PROVIDED DATA
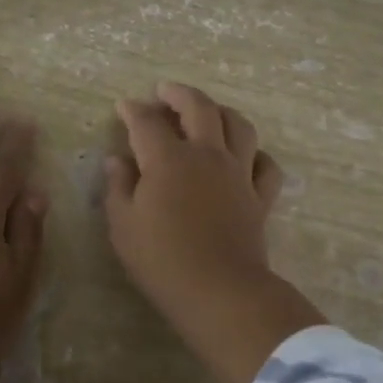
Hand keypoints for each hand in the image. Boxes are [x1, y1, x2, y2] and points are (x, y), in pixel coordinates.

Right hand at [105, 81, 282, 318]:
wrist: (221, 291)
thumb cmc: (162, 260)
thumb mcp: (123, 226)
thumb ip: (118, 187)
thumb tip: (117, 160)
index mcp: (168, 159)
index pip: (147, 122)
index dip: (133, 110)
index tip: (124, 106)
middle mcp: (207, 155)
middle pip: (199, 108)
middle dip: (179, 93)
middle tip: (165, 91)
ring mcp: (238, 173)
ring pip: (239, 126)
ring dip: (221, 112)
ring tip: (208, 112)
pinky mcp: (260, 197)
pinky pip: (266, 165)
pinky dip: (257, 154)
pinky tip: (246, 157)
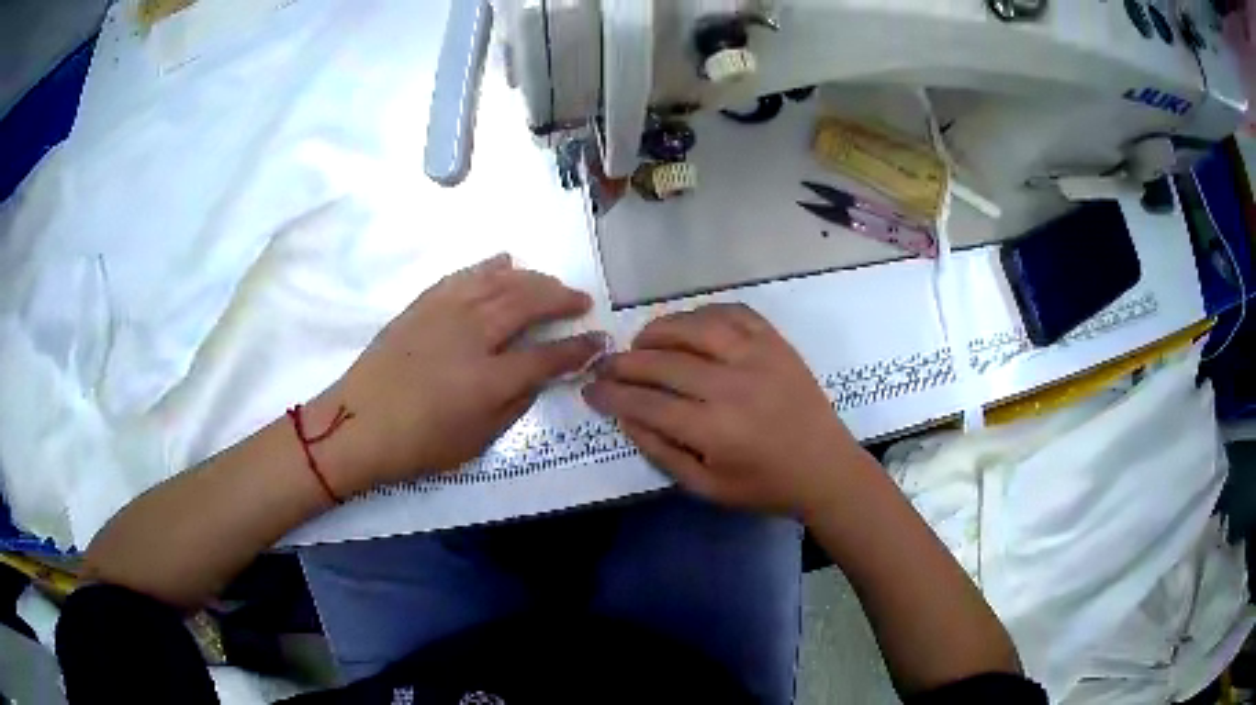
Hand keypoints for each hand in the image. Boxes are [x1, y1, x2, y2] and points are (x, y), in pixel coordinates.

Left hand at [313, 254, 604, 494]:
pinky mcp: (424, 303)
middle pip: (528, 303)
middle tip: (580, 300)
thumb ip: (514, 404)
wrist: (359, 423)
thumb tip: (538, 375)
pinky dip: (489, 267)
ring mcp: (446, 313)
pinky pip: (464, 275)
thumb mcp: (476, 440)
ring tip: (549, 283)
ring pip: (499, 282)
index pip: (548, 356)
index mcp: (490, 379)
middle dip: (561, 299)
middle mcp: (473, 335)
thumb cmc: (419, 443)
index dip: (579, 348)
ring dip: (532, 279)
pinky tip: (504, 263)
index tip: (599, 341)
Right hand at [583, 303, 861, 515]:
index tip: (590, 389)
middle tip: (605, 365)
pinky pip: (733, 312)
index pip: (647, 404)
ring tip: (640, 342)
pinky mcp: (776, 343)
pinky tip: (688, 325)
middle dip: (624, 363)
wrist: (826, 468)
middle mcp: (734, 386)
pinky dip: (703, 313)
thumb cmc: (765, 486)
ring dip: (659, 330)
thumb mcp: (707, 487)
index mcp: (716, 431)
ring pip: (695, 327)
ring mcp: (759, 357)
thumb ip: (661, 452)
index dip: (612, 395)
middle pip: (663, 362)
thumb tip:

EXERCISE OBJECTIVE
With the pictures left out, output exactly the lines from the one with "thumb cmc: (162, 260)" through the end of the listing above, both ends included.

RESULT
thumb cmc: (162, 260)
thumb mcp: (123, 226)
thumb ip: (118, 187)
thumb tip: (117, 160)
index mcp: (168, 159)
index pip: (147, 122)
index dip: (133, 110)
index tip: (124, 106)
middle mcp: (207, 155)
middle pip: (199, 108)
middle dip: (179, 93)
middle tip: (165, 91)
ring mcp: (238, 173)
ring pip: (239, 126)
ring dip: (221, 112)
ring tip: (208, 112)
pinky mcp: (260, 197)
pinky pip: (266, 165)
pinky dip: (257, 154)
pinky tip: (246, 157)
Hand keypoints for each hand in the image. Boxes are [x1, y1, x2, y2] and points are (x, y), in pixel coordinates.

Left hand at [313, 254, 604, 494]:
pinky mcp: (424, 303)
middle pip: (528, 303)
middle tip: (580, 300)
thumb ip: (514, 404)
wrist: (359, 423)
thumb tip: (538, 375)
pinky dip: (489, 267)
ring mcp: (446, 313)
pinky pip: (464, 275)
thumb mcp: (476, 440)
ring tip: (549, 283)
ring pip: (499, 282)
index pip: (548, 356)
index mcp: (490, 379)
middle dip: (561, 299)
middle mcp: (473, 335)
thumb cmc: (419, 443)
index dip: (579, 348)
ring dip: (532, 279)
pinky tip: (504, 263)
index tip: (599, 341)
Right hand at [583, 303, 861, 515]:
index tip: (590, 389)
middle tip: (605, 365)
pinky pip: (733, 312)
index pip: (647, 404)
ring tip: (640, 342)
pinky mcp: (776, 343)
pinky tip: (688, 325)
middle dip: (624, 363)
wrist: (826, 468)
middle mcp: (734, 386)
pinky dip: (703, 313)
thumb cmc: (765, 486)
ring dip: (659, 330)
thumb mcp: (707, 487)
index mcp: (716, 431)
ring pip: (695, 327)
ring mcp: (759, 357)
thumb ip: (661, 452)
index dip: (612, 395)
middle pip: (663, 362)
thumb tip:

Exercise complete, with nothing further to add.